PROMPT: The records must be repeated exactly and in their entirety.

SUPPLIED INFORMATION:
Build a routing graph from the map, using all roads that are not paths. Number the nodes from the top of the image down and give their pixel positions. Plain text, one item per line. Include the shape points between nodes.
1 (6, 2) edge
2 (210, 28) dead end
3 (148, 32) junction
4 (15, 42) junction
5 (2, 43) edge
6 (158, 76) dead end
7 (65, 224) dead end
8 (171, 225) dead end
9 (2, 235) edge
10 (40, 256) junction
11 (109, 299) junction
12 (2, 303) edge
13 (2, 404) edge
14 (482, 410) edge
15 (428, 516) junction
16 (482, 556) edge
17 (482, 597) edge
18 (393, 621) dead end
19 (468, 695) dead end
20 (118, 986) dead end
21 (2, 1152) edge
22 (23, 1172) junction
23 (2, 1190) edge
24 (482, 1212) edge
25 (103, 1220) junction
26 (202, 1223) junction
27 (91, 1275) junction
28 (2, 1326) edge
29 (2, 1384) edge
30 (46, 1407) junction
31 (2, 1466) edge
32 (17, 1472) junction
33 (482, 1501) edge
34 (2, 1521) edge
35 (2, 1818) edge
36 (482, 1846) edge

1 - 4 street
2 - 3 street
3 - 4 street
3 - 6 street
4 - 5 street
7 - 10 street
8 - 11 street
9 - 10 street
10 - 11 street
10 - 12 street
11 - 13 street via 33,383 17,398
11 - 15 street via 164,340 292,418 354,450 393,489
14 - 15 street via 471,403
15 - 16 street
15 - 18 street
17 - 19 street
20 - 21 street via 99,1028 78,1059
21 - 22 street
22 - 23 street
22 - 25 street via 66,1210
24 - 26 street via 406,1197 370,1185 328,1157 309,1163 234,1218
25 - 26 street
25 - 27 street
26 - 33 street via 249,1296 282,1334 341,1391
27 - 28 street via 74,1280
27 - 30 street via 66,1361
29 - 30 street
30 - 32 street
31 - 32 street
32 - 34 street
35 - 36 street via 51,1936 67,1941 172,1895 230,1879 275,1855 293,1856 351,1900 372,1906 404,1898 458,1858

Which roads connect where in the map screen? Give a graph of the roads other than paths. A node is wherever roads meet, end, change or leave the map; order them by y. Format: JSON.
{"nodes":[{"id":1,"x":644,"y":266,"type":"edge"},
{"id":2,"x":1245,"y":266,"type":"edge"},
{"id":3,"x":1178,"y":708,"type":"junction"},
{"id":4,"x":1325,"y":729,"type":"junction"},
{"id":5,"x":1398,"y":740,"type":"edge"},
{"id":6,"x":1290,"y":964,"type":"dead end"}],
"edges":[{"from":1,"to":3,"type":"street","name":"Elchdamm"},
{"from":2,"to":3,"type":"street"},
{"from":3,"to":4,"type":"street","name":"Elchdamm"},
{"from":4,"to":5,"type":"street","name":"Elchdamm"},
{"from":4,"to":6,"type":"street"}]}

SOLUTION TO THIS EXERCISE:
Build a routing graph from the map, using all roads that are not paths. Number the nodes from the top of the image down and give their pixel positions. Plain text, one item per line. Include the shape points between nodes.
1 (6, 2) edge
2 (210, 28) dead end
3 (148, 32) junction
4 (15, 42) junction
5 (2, 43) edge
6 (158, 76) dead end
7 (65, 224) dead end
8 (171, 225) dead end
9 (2, 235) edge
10 (40, 256) junction
11 (109, 299) junction
12 (2, 303) edge
13 (2, 404) edge
14 (482, 410) edge
15 (428, 516) junction
16 (482, 556) edge
17 (482, 597) edge
18 (393, 621) dead end
19 (468, 695) dead end
20 (118, 986) dead end
21 (2, 1152) edge
22 (23, 1172) junction
23 (2, 1190) edge
24 (482, 1212) edge
25 (103, 1220) junction
26 (202, 1223) junction
27 (91, 1275) junction
28 (2, 1326) edge
29 (2, 1384) edge
30 (46, 1407) junction
31 (2, 1466) edge
32 (17, 1472) junction
33 (482, 1501) edge
34 (2, 1521) edge
35 (2, 1818) edge
36 (482, 1846) edge

1 - 4 street
2 - 3 street
3 - 4 street
3 - 6 street
4 - 5 street
7 - 10 street
8 - 11 street
9 - 10 street
10 - 11 street
10 - 12 street
11 - 13 street via 33,383 17,398
11 - 15 street via 164,340 292,418 354,450 393,489
14 - 15 street via 471,403
15 - 16 street
15 - 18 street
17 - 19 street
20 - 21 street via 99,1028 78,1059
21 - 22 street
22 - 23 street
22 - 25 street via 66,1210
24 - 26 street via 406,1197 370,1185 328,1157 309,1163 234,1218
25 - 26 street
25 - 27 street
26 - 33 street via 249,1296 282,1334 341,1391
27 - 28 street via 74,1280
27 - 30 street via 66,1361
29 - 30 street
30 - 32 street
31 - 32 street
32 - 34 street
35 - 36 street via 51,1936 67,1941 172,1895 230,1879 275,1855 293,1856 351,1900 372,1906 404,1898 458,1858

Which roads connect where in the map screen? Give a graph of the roads other than paths. A node is wherever roads meet, end, change or leave the map; order them by y. Format: JSON.
{"nodes":[{"id":1,"x":644,"y":266,"type":"edge"},
{"id":2,"x":1245,"y":266,"type":"edge"},
{"id":3,"x":1178,"y":708,"type":"junction"},
{"id":4,"x":1325,"y":729,"type":"junction"},
{"id":5,"x":1398,"y":740,"type":"edge"},
{"id":6,"x":1290,"y":964,"type":"dead end"}],
"edges":[{"from":1,"to":3,"type":"street","name":"Elchdamm"},
{"from":2,"to":3,"type":"street"},
{"from":3,"to":4,"type":"street","name":"Elchdamm"},
{"from":4,"to":5,"type":"street","name":"Elchdamm"},
{"from":4,"to":6,"type":"street"}]}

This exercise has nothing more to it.